We also use max=3 on the httpd front end to limit the impact of parallel
requests. Not perfect by any means but it does no harm.
Good idea, I could see if I can implement this kind of restriction in
Varnish which is in front of Fuseki.
Thanks again Andy, this turned out to be the key.
My current understanding of the situation: With lots of parallel
requests, Fuseki simply gets overwhelmed, eats too much memory and the
JVM GC starts thrashing. By default, there is either no limit on the
number of parallel requests in Fuseki or the limits are pretty high (I
couldn't tell which). Also the queue for incoming requests has no upper
limit, so even when the situation starts clearing up there may be a long
backlog of requests to process. I also found ARQ query timeouts
ineffective, I think they only consider the query phase but not all the
waiting which affects total request time.

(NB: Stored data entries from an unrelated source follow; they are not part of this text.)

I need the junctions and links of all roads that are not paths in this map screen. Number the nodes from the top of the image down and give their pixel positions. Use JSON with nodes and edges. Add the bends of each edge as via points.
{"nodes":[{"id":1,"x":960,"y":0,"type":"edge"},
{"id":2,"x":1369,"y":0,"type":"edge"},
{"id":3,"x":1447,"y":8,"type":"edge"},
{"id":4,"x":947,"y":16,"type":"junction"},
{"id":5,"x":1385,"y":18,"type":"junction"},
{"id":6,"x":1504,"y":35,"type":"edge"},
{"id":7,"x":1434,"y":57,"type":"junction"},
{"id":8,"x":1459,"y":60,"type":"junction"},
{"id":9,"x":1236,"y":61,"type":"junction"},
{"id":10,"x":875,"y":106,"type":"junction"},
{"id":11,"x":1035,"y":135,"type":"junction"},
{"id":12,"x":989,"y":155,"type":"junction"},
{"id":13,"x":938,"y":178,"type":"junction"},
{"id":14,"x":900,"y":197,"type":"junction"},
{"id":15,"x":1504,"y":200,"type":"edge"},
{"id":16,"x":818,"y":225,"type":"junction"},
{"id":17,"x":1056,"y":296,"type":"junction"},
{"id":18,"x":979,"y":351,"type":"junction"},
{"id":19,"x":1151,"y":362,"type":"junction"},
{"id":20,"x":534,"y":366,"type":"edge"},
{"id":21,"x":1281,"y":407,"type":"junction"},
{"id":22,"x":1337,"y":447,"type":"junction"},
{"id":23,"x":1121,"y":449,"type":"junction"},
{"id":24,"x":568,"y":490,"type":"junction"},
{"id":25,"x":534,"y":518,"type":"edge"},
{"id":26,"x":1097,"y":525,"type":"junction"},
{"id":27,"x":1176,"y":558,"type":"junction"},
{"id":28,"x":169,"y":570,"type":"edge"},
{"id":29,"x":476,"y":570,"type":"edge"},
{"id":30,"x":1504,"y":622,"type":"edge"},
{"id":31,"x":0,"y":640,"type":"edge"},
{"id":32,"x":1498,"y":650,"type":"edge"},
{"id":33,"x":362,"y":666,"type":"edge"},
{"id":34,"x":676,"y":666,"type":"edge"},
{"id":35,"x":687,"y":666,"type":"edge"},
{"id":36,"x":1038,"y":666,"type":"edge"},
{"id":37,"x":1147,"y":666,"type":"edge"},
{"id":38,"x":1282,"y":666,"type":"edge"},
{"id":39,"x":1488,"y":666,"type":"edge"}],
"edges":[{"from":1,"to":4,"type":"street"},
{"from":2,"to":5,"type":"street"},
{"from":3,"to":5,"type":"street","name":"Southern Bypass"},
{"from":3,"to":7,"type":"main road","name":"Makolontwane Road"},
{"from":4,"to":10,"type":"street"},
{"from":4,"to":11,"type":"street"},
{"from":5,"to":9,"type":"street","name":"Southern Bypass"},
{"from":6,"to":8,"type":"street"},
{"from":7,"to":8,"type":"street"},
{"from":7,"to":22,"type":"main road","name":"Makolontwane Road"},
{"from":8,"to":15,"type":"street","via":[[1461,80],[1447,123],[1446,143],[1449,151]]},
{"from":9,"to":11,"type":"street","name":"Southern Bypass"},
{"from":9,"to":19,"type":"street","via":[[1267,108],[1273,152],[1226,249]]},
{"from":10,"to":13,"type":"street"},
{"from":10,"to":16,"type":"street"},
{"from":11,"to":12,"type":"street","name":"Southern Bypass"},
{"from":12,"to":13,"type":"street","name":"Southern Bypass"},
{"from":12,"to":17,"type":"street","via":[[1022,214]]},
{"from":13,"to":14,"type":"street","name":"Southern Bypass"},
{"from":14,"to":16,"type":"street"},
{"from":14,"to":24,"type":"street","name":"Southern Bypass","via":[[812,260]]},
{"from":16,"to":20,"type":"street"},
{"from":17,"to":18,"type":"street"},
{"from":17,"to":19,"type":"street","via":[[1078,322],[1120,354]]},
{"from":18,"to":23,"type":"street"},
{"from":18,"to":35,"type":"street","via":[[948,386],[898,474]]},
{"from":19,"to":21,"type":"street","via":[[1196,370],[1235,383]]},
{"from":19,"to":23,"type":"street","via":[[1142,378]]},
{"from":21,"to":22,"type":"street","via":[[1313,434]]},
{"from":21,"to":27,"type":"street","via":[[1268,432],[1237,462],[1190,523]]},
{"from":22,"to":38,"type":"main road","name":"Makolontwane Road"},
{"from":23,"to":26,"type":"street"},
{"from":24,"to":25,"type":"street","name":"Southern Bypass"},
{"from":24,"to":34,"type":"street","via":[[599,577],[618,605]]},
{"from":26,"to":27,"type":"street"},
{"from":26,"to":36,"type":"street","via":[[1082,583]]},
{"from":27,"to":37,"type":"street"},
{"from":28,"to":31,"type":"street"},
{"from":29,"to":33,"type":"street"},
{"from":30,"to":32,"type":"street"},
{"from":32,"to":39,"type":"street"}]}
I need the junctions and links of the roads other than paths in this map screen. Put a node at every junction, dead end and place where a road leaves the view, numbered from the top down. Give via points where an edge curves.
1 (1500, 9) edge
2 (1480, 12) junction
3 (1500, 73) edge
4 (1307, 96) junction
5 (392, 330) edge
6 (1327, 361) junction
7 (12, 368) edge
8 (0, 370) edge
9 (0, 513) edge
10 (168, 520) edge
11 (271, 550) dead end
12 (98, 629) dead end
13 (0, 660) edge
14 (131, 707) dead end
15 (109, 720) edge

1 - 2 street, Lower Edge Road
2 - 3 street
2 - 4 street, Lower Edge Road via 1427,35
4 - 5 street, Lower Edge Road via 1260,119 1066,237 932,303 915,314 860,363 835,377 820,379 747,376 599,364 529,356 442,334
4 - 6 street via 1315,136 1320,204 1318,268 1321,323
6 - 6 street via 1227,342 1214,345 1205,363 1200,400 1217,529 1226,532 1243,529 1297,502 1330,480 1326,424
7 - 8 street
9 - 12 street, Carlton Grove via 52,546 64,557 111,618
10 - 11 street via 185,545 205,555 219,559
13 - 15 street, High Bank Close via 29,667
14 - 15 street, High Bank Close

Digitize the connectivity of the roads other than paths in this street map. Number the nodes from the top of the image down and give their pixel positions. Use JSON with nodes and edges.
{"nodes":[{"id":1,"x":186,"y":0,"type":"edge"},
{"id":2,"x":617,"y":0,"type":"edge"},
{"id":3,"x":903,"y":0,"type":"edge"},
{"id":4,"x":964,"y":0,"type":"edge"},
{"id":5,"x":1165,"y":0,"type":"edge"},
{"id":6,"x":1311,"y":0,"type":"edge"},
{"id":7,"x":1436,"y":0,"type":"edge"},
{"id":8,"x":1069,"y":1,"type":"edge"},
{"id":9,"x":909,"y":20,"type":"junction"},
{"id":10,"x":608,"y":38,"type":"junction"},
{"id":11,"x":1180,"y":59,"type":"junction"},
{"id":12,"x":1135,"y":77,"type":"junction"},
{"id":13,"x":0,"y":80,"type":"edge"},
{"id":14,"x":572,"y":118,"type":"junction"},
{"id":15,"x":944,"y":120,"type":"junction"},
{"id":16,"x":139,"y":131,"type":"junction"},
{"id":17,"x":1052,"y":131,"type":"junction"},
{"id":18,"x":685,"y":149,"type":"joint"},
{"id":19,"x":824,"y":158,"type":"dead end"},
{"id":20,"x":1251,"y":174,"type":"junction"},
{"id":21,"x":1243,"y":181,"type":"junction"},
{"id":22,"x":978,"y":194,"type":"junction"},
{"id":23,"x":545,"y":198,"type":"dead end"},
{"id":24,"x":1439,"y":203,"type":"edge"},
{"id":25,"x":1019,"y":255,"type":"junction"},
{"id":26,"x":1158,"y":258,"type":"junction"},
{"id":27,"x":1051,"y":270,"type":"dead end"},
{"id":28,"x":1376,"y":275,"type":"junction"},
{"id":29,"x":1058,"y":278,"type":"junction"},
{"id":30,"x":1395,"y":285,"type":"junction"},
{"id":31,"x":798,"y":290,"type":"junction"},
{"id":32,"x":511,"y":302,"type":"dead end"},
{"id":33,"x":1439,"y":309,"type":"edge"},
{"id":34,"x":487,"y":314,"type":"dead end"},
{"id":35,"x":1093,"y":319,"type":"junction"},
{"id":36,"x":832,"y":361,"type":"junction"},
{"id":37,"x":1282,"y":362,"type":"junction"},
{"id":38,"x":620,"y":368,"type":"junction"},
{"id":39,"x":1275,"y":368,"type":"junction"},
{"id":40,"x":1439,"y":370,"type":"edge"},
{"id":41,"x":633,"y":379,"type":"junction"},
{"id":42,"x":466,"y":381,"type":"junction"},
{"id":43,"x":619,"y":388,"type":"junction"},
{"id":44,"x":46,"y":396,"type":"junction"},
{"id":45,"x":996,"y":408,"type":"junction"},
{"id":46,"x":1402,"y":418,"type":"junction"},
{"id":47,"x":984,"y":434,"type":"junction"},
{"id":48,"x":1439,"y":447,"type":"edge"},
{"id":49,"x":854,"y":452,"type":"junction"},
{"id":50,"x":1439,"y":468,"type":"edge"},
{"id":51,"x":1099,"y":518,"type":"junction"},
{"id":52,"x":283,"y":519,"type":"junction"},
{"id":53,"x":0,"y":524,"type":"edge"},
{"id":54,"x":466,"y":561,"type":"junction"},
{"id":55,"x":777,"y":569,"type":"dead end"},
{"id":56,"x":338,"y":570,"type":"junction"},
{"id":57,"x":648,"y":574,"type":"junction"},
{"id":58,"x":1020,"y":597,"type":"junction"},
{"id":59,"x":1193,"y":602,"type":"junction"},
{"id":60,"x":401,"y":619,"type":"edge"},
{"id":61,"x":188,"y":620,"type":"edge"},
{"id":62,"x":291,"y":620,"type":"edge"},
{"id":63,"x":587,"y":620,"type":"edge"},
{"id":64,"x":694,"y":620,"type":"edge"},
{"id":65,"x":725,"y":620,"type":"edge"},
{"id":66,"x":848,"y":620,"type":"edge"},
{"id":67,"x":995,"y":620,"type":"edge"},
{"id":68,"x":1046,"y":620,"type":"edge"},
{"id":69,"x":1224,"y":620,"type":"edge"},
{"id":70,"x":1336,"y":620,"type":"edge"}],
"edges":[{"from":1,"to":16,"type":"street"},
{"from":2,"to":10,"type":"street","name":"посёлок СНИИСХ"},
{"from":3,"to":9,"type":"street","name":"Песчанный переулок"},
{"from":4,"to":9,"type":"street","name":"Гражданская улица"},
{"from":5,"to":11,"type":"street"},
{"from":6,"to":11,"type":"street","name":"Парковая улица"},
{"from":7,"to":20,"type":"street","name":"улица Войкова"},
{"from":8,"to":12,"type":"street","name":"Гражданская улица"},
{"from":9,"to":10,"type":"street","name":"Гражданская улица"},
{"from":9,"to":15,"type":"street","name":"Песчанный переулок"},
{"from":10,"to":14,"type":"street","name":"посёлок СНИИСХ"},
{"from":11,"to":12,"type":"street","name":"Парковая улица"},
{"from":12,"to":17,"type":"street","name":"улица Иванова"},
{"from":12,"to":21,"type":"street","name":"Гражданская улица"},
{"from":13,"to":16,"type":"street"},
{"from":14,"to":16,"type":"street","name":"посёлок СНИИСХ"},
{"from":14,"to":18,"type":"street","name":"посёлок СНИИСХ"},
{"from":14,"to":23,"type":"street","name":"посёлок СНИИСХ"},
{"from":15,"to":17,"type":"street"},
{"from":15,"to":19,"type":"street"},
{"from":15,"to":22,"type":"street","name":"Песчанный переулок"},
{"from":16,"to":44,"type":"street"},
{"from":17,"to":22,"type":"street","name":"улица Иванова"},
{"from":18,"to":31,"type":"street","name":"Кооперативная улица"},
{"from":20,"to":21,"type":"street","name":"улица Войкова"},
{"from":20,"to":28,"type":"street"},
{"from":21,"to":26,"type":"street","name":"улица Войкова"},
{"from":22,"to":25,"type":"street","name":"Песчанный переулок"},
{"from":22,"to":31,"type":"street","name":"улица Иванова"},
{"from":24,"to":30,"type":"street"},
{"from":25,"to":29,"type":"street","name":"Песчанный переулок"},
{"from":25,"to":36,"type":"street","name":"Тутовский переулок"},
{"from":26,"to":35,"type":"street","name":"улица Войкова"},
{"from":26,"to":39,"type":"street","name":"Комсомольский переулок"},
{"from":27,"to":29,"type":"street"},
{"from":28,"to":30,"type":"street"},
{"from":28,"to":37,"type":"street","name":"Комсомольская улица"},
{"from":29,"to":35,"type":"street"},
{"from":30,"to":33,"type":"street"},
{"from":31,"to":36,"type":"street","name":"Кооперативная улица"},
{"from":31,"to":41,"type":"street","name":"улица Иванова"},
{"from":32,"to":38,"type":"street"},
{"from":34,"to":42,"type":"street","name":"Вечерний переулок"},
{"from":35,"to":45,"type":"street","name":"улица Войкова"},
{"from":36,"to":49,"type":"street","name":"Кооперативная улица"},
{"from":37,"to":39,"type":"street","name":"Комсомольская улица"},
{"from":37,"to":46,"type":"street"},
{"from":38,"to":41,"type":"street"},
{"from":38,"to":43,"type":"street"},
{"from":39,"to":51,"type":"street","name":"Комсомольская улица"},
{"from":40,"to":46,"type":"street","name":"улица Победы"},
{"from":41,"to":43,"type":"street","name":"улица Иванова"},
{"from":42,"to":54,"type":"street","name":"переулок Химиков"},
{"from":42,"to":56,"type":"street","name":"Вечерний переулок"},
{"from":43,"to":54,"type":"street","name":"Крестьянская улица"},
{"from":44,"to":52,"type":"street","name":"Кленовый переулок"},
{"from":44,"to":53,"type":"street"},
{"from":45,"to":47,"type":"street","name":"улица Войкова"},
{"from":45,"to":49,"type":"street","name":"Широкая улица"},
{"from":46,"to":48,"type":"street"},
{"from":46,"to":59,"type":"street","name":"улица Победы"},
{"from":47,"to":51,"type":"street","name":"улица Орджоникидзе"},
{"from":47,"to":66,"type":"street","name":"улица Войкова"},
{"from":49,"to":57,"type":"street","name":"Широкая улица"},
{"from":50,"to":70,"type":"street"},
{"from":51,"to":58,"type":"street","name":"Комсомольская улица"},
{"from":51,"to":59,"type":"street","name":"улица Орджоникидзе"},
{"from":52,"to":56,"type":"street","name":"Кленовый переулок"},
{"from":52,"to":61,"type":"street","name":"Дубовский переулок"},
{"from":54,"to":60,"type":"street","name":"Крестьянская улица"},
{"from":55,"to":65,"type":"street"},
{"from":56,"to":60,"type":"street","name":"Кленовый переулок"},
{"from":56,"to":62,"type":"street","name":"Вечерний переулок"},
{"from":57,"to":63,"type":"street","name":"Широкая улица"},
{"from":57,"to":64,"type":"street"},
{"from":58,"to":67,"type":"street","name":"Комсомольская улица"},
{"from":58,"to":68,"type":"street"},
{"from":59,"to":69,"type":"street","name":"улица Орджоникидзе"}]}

So if a query has to wait in
some queue for a long time before processing starts, it will not time
out regardless of the timeout setting.
Limiting parallel requests in Varnish using the .max_connections
setting, as I tried first, is maybe not such a good idea, because
Varnish will fail fast when the limit is reached and return with an HTTP
error. It would be better to wait a while, in case the congestion is
just temporary.
I found out that Fuseki can use a custom Jetty configuration (using the
--jetty-config=jetty.xml parameter) where limits can be set on the
thread count and the queue size for waiting requests. I determined by
experimentation that a Jetty thread count close to the number of CPU
cores (4) in the system makes the most sense - at least for me, queries
are generally CPU bound as the TDB database usually fits in disk cache.
Anything above that will generally just increase Fuseki memory
consumption with no improvement in performance.
My jetty.xml is attached. I have set the thread count to between 4 and 6
and the size of the request queue to 100 (never reached in my tests). In
my stress tests, memory consumption (Fuseki process RSS) maxed at 6.6GB
and I have set -Xmx to 8GB, so there is still some breathing space.
-Osma
--
Osma Suominen
D.Sc. (Tech), Information Systems Specialist
National Library of Finland
P.O. Box 26 (Teollisuuskatu 23)
00014 HELSINGIN YLIOPISTO
Tel. +358 50 3199529
[email protected]
http://www.nationallibrary.fi
<?xml version="1.0"?>
<!DOCTYPE Configure PUBLIC "-//Jetty//Configure//EN"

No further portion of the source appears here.